その後、私がEU(当時はEC)とNATOの本拠地があるブラッセルで在勤していた時、EUやNATO首脳会議に臨む首相を、会議場外や記者会見場で何度もみかけた。加盟国でない国の外交官には、記者会見も情報収集のひとつの手段だった。民主的に選ばれていないEC官僚に政策は任せられないと事務局作成のEC予算案を一人認めない首相。東西冷戦のまっただ中のNATO首脳会議、パーシング2の配備について記者から態度が明確でないと難詰され、I am clear.  Absolutely clear.と気色ばんでいた首相。会議が終わると、2-3名の側近とともに出てきて、自分の車まで歩いていく。車寄せに自分の車が来るのを待つ大統領、首相が多いのに。

 

映画は、労組との対決やフォークランド戦争とともに、夫デニスの幻影を中心に進む。私の中で今も光輝いているあのサッチャーさんが認知症とは。国を想い続けた大政治家をメリル・ストリープという大女優が演じて、夫に迷惑をかけているのではないかと心の片隅に呵責を覚える働く母親には、涙なしには観ることができない映画となっている。

 

2012年、民主的に選ばれ民意を体現するはずのEU諸国の政権は、財政赤字を垂れ流し制御不能となっている。イタリアのマリオ・モンティ政権は、選挙を気にする必要のない学者、テクノクラートのみからなり、赤字退治に大ナタを振っている。サッチャーさんは政権末期、人頭税を導入しようとして、これでは選挙に勝てないと退陣を余儀なくされた。
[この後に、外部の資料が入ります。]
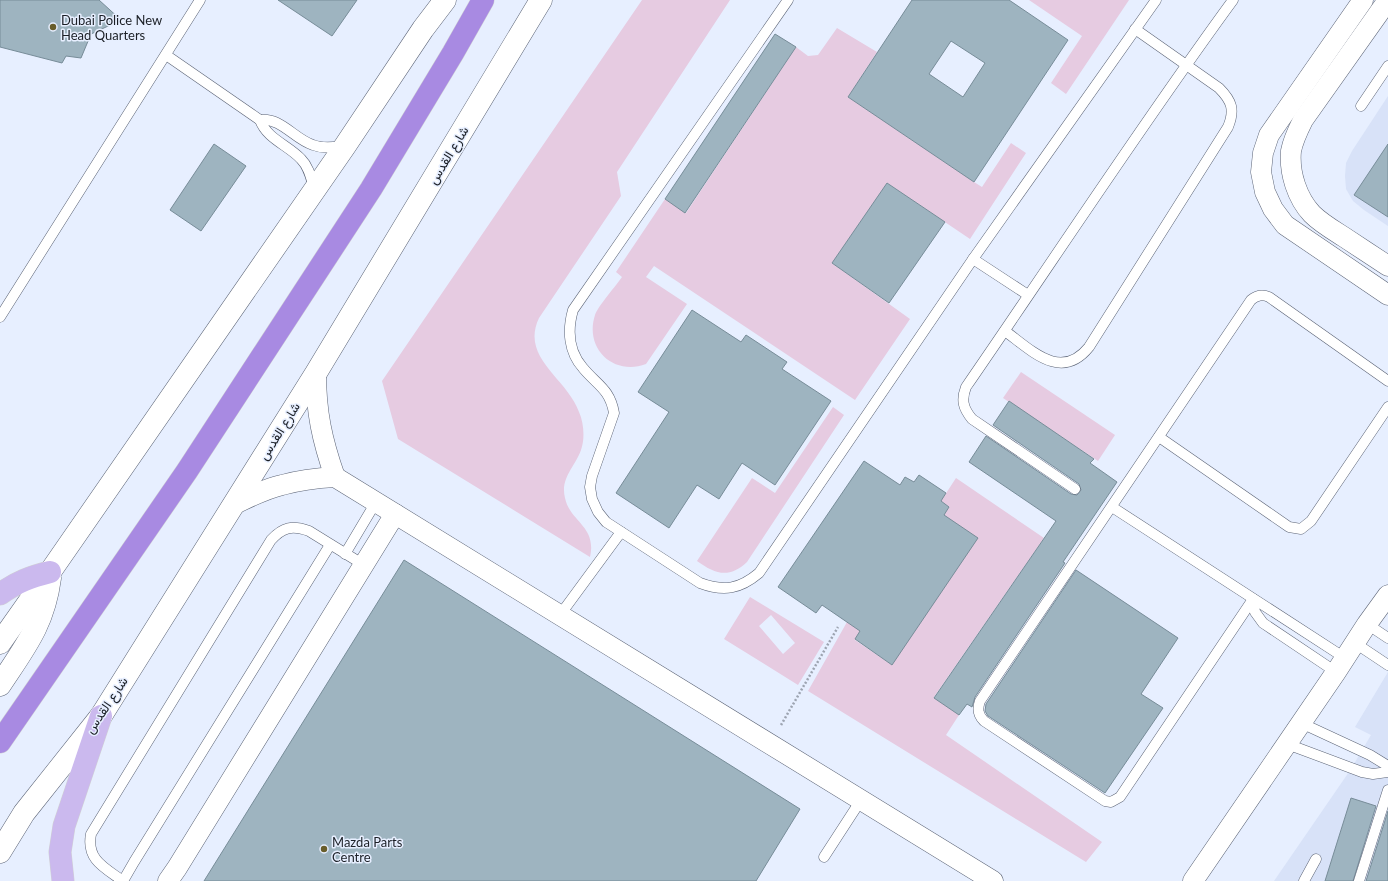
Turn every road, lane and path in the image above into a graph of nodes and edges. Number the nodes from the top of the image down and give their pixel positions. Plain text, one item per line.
1 (200, 0) edge
2 (445, 0) edge
3 (483, 0) edge
4 (541, 0) edge
5 (788, 0) edge
6 (1156, 0) edge
7 (1233, 0) edge
8 (1363, 0) edge
9 (1385, 10) edge
10 (1135, 29) junction
11 (166, 56) junction
12 (1185, 65) junction
13 (1388, 66) edge
14 (1362, 106) dead end
15 (260, 120) junction
16 (345, 146) junction
17 (315, 189) junction
18 (973, 259) junction
19 (1388, 266) edge
20 (1028, 295) junction
21 (1388, 295) edge
22 (0, 317) edge
23 (1005, 331) junction
24 (316, 373) junction
25 (1388, 381) edge
26 (1388, 407) edge
27 (1159, 437) junction
28 (335, 477) junction
29 (1075, 490) dead end
30 (376, 502) junction
31 (233, 505) junction
32 (1112, 507) junction
33 (395, 514) junction
34 (621, 532) junction
35 (330, 545) junction
36 (345, 554) junction
37 (364, 565) junction
38 (50, 572) junction
39 (0, 594) edge
40 (1388, 595) edge
41 (1253, 599) junction
42 (560, 615) junction
43 (1367, 624) junction
44 (838, 627) dead end
45 (1388, 638) edge
46 (0, 643) edge
47 (1345, 658) junction
48 (1388, 665) edge
49 (0, 685) edge
50 (101, 716) junction
51 (1301, 723) junction
52 (0, 742) edge
53 (770, 744) junction
54 (1287, 744) junction
55 (1388, 766) edge
56 (1388, 772) edge
57 (1388, 790) edge
58 (861, 800) junction
59 (24, 813) junction
60 (0, 832) edge
61 (0, 852) edge
62 (824, 858) dead end
63 (1316, 859) dead end
64 (63, 881) edge
65 (123, 881) edge
66 (168, 881) edge
67 (993, 881) edge
68 (1194, 881) edge
69 (1304, 881) edge
70 (1359, 881) edge

1 - 11 lane
2 - 16 main road
3 - 52 highway
4 - 24 main road, شارع القدس
5 - 34 lane
6 - 10 lane
7 - 12 lane
8 - 21 street
9 - 19 street
10 - 12 lane
10 - 18 lane
11 - 15 lane
11 - 22 lane
12 - 20 lane
12 - 23 lane
13 - 14 lane
15 - 16 lane
15 - 17 lane
16 - 17 main road
17 - 38 main road
18 - 20 lane
18 - 34 lane
20 - 23 lane
23 - 29 lane
24 - 28 street
24 - 31 main road, شارع القدس
25 - 27 lane
26 - 27 lane
27 - 32 lane
28 - 30 street
28 - 31 street
30 - 33 street
30 - 36 lane
31 - 50 main road, شارع القدس
32 - 41 lane
32 - 41 lane
33 - 37 street
33 - 42 street
34 - 42 lane
35 - 36 lane
35 - 65 lane
35 - 65 lane
36 - 37 lane
37 - 66 street
38 - 39 main road
38 - 46 main road
38 - 49 main road
40 - 43 street
41 - 47 lane
41 - 47 lane
42 - 53 street
43 - 45 lane
43 - 47 street
44 - 53 path
47 - 48 lane
47 - 51 street
50 - 59 main road, شارع القدس
50 - 64 main road
51 - 54 street
51 - 55 lane
53 - 58 street
54 - 56 lane
54 - 68 street
57 - 70 lane
58 - 62 lane
58 - 67 street
59 - 60 main road
59 - 61 main road, شارع القدس
63 - 69 lane

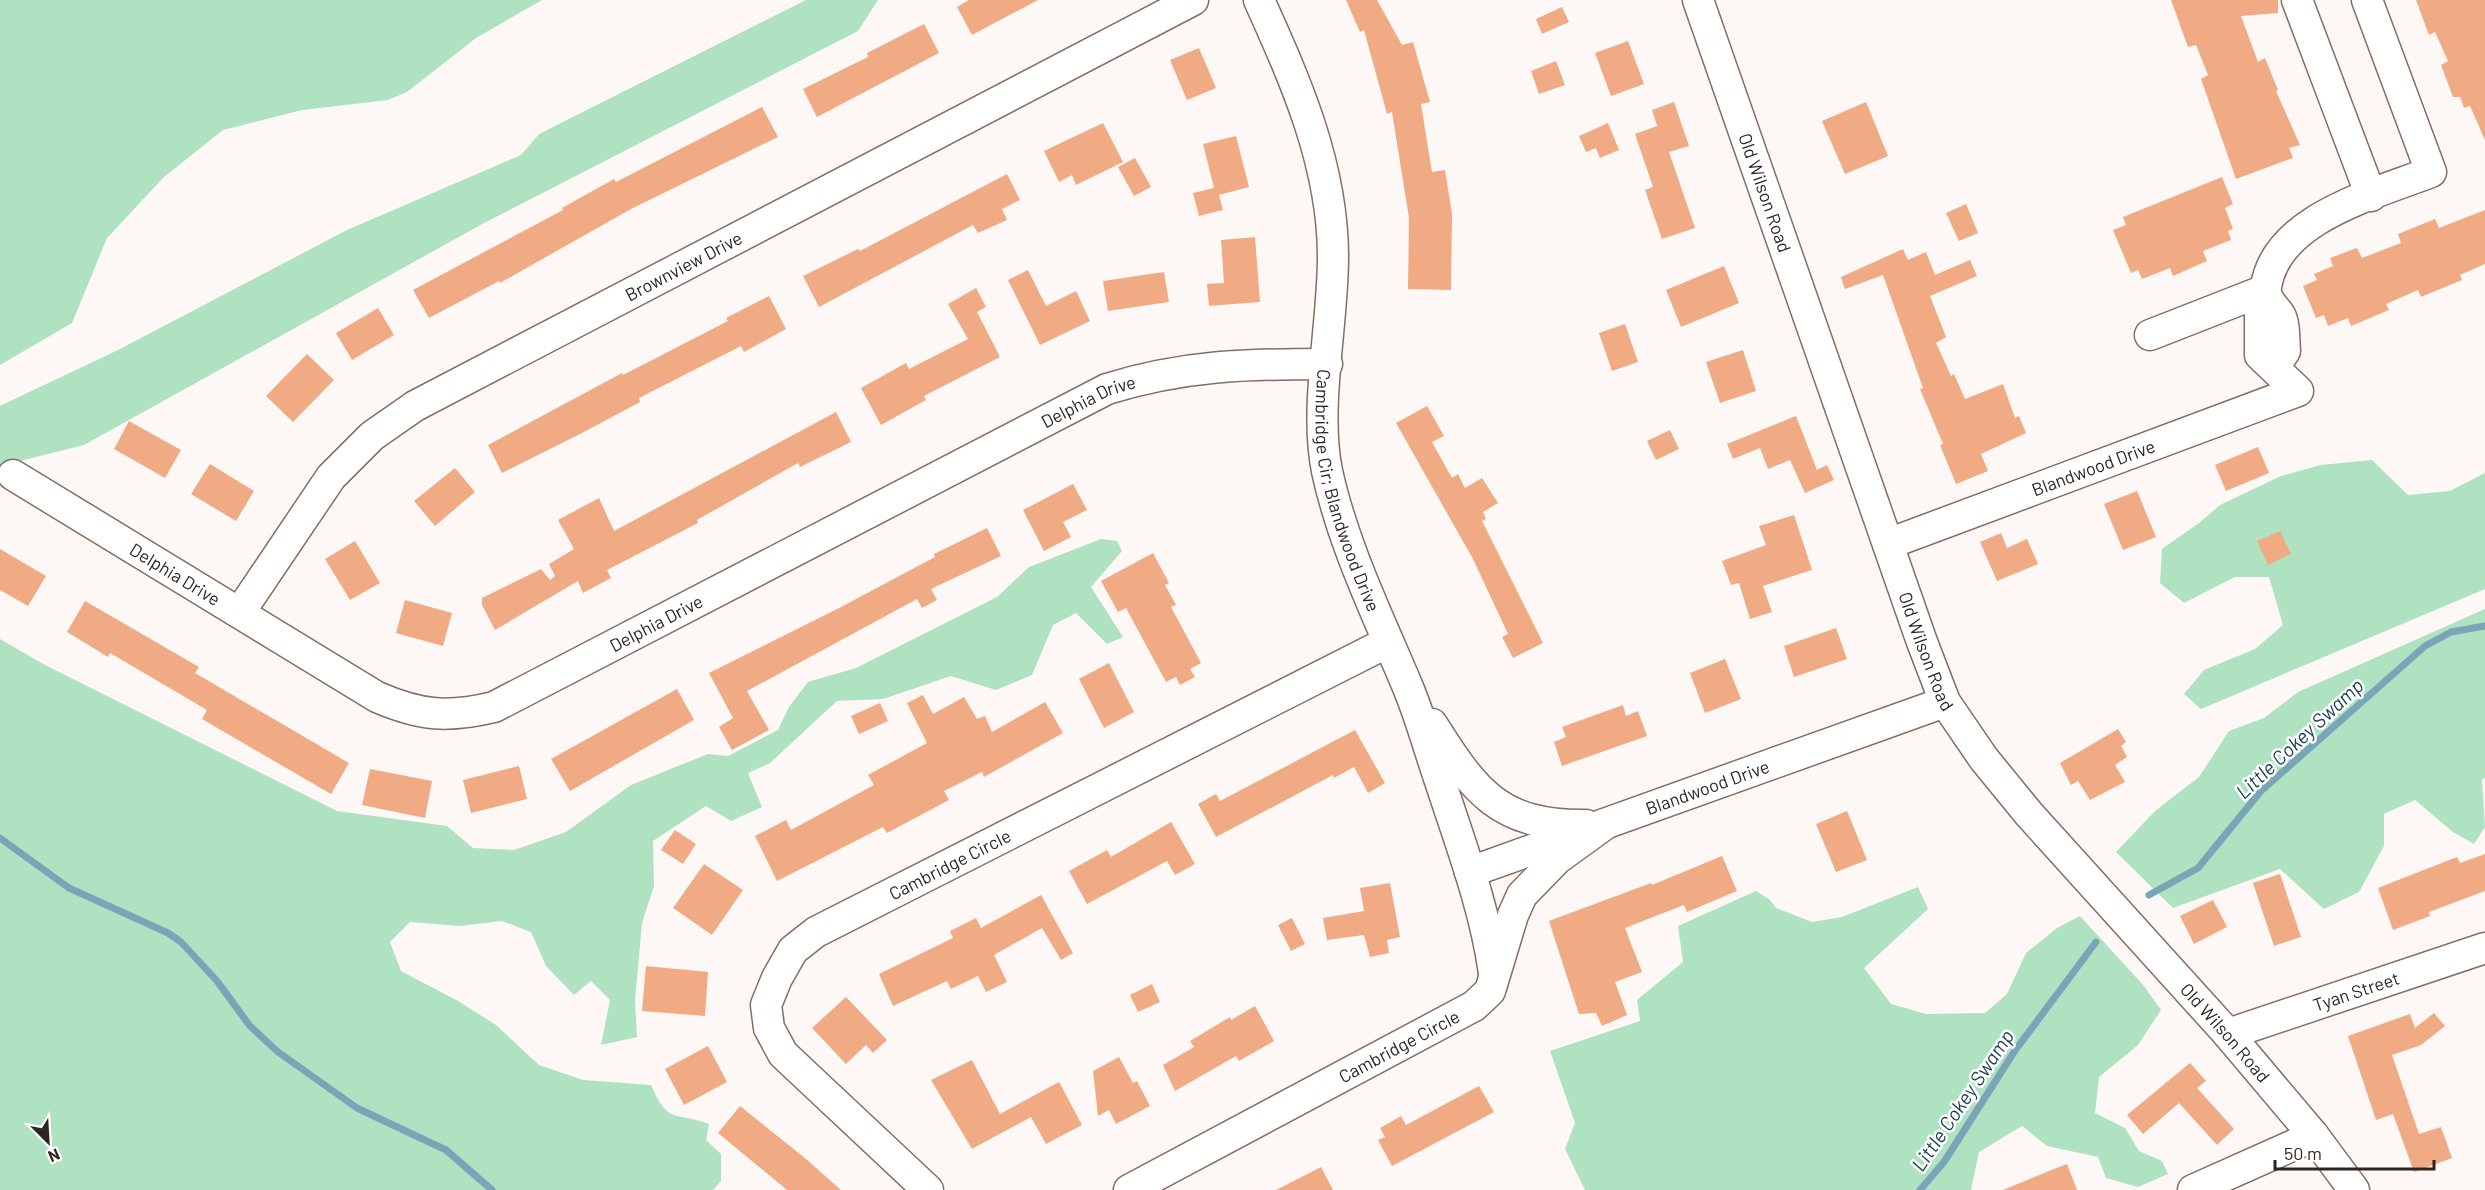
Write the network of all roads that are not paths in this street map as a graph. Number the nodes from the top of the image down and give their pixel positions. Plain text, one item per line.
1 (1193, 0) edge
2 (1259, 0) edge
3 (1698, 0) edge
4 (2297, 0) edge
5 (2367, 0) edge
6 (2371, 196) junction
7 (2268, 298) junction
8 (2150, 335) dead end
9 (1327, 364) junction
10 (13, 475) dead end
11 (1888, 544) junction
12 (240, 612) junction
13 (1388, 642) junction
14 (1408, 688) junction
15 (1945, 702) junction
16 (1605, 825) junction
17 (1470, 872) junction
18 (2485, 948) edge
19 (1494, 973) junction
20 (2228, 1034) junction
21 (2314, 1136) junction
22 (928, 1190) edge
23 (1129, 1190) edge
24 (2193, 1190) edge
25 (2354, 1190) edge

1 - 12 street, Brownview Drive
2 - 9 street, Cambridge Cir; Blandwood Drive
3 - 11 street, Old Wilson Road
4 - 6 street
5 - 6 street
6 - 7 street
7 - 8 street
7 - 11 street, Blandwood Drive
9 - 12 street, Delphia Drive
9 - 13 street, Cambridge Cir; Blandwood Drive
10 - 12 street, Delphia Drive
11 - 15 street, Old Wilson Road
13 - 14 street, Cambridge Cir; Blandwood Drive
13 - 22 street, Cambridge Circle
14 - 16 street
14 - 17 street, Cambridge Cir; Blandwood Drive
15 - 16 street, Blandwood Drive
15 - 20 street, Old Wilson Road
16 - 17 street, Blandwood Drive
16 - 19 street, Cambridge Circle
17 - 19 street, Cambridge Cir; Blandwood Drive
18 - 20 street, Tyan Street
19 - 23 street, Cambridge Circle
20 - 21 street, Old Wilson Road
21 - 24 street
21 - 25 street, Old Wilson Road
EC官僚相手に民意を盾に戦いながら、民意の限界を最初に知った民主主義国家の政治家かもしれない。

 

階級社会と言われる英国で、中産階級出身の女性が信念を貫き通すには、「鉄」にならざるを得なかったというのが多くの映画評だ。ところで映画館と上映時間を調べてくれたホテルのフロント係の親切な若い男性は、「マーガレット・サッチャーという映画と思うが、正確なタイトルはそうではないかもしれない」という私の説明に、「I know. The Steel Lady.」と言う。「Steel? The  Iron Lady, isn't it?」と言うと、「Maybe.」という反応。話す言葉で階級がわかるらしい英国の言語とは似て非なる米語では、スティールでもアイロンでも違いはないのかな。苦労して英語(米語)を学ぶ外国人にはいともあっさりとした反応だった。                  (了)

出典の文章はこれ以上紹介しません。